> _PROBLEM REQUIREMENTS_
Report the count of lines holding "lane" in the records, with no other words.

─── DATASET CONTENT ───

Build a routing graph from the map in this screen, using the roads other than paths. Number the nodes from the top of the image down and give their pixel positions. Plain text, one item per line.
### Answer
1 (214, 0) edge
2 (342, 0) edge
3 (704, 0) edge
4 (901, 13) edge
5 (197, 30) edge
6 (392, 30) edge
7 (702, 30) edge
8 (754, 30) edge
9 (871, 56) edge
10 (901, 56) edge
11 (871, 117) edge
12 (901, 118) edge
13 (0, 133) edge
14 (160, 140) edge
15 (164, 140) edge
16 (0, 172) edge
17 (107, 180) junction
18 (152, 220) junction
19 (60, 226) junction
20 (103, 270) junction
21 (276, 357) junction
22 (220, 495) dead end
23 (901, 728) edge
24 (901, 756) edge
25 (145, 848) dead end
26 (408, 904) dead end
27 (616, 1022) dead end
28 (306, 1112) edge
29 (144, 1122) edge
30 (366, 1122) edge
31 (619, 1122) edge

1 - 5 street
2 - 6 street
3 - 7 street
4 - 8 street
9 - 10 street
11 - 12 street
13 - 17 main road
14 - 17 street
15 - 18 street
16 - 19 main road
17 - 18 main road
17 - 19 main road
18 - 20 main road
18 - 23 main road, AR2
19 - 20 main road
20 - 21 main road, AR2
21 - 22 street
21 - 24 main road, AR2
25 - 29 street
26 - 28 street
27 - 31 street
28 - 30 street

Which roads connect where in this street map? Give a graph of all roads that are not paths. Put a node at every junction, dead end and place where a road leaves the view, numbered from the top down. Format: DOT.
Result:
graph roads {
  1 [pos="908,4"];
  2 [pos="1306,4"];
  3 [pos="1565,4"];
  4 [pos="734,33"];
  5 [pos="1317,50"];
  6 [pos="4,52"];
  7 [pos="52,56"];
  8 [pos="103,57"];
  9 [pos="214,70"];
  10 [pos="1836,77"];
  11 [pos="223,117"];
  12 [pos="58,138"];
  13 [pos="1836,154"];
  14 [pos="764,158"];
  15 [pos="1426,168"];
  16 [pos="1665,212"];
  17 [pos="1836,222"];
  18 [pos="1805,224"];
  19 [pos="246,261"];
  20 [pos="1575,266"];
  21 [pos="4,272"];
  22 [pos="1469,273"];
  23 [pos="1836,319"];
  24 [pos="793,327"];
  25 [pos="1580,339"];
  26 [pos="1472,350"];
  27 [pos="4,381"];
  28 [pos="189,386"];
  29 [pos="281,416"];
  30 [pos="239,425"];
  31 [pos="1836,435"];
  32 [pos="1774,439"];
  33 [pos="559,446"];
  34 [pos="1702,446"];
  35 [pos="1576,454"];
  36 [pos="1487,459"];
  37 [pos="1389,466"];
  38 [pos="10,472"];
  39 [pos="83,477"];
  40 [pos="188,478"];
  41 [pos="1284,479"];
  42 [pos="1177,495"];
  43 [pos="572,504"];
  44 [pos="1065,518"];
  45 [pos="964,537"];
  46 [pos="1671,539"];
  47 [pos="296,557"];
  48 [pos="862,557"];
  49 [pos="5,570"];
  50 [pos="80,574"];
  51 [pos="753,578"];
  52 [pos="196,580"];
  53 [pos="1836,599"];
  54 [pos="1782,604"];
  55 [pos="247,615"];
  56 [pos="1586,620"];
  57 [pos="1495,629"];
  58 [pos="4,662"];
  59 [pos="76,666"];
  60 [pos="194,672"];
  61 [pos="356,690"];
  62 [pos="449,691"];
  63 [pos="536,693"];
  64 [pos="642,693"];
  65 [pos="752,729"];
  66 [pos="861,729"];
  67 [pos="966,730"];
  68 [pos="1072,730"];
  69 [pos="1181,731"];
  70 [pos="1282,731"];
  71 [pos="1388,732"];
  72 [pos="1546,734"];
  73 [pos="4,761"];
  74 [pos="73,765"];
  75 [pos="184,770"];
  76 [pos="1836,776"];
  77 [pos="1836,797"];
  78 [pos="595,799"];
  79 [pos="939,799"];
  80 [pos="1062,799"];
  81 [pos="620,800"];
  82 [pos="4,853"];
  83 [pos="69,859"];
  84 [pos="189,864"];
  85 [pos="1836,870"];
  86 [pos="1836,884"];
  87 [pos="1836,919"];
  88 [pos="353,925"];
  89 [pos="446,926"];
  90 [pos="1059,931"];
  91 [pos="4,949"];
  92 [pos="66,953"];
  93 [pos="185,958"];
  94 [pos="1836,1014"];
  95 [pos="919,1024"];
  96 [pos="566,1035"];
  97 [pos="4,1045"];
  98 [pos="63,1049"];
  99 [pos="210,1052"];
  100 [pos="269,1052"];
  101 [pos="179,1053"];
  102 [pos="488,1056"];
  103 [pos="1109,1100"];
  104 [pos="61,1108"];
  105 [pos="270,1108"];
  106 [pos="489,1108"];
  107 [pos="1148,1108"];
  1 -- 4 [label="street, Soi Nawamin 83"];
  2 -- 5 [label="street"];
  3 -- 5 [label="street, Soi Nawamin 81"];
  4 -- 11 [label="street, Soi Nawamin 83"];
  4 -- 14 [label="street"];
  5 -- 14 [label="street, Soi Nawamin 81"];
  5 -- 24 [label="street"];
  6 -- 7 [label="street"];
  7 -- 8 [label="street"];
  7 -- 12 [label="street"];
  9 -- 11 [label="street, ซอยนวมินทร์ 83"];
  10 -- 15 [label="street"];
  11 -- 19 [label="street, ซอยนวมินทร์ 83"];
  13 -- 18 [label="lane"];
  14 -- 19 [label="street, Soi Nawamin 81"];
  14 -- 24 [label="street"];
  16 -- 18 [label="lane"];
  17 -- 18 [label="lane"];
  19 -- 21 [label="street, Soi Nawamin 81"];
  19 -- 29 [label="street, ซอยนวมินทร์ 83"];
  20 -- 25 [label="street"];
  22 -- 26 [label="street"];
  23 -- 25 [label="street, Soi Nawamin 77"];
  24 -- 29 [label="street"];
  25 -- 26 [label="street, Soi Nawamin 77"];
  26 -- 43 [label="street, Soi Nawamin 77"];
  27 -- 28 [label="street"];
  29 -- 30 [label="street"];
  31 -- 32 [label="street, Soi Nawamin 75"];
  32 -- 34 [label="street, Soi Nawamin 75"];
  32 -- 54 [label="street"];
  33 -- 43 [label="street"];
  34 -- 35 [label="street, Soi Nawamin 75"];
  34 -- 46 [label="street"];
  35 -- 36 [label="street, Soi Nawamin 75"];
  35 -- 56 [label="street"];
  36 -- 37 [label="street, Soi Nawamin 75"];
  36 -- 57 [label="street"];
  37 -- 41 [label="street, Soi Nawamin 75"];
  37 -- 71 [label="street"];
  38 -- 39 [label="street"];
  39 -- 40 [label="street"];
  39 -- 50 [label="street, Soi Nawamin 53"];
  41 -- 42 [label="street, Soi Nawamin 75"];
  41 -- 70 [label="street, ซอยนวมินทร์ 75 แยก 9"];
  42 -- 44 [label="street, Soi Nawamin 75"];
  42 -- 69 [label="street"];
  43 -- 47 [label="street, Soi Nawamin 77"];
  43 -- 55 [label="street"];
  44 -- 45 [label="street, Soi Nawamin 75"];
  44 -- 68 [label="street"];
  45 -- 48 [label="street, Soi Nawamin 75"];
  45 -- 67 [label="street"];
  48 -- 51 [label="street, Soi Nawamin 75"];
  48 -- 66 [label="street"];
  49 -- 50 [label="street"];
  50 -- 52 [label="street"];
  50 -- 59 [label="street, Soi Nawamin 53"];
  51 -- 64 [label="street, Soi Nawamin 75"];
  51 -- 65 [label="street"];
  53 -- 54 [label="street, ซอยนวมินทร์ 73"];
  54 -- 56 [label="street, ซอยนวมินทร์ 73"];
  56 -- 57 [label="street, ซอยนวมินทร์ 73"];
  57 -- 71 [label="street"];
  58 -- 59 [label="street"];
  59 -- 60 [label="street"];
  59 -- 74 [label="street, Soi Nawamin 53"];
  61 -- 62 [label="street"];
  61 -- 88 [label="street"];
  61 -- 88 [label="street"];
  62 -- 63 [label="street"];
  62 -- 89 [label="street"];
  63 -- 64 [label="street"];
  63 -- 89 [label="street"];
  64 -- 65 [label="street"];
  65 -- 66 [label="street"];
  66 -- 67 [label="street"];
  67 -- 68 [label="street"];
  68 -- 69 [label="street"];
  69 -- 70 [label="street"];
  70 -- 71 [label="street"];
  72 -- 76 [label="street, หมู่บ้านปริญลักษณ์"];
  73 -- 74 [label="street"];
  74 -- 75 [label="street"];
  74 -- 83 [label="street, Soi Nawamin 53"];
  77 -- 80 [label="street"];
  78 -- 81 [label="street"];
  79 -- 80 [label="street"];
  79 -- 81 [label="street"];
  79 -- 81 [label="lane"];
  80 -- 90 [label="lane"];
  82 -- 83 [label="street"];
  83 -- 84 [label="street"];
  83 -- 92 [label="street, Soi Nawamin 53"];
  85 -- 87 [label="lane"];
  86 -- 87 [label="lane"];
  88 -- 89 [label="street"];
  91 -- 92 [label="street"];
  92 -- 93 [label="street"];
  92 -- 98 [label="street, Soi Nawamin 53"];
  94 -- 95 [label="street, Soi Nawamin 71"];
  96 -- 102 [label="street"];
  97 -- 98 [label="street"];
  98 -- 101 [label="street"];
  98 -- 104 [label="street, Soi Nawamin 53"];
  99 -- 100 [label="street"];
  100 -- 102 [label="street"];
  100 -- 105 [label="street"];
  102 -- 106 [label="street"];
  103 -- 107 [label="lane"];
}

───

> _EXERCISE OUTPUT_
8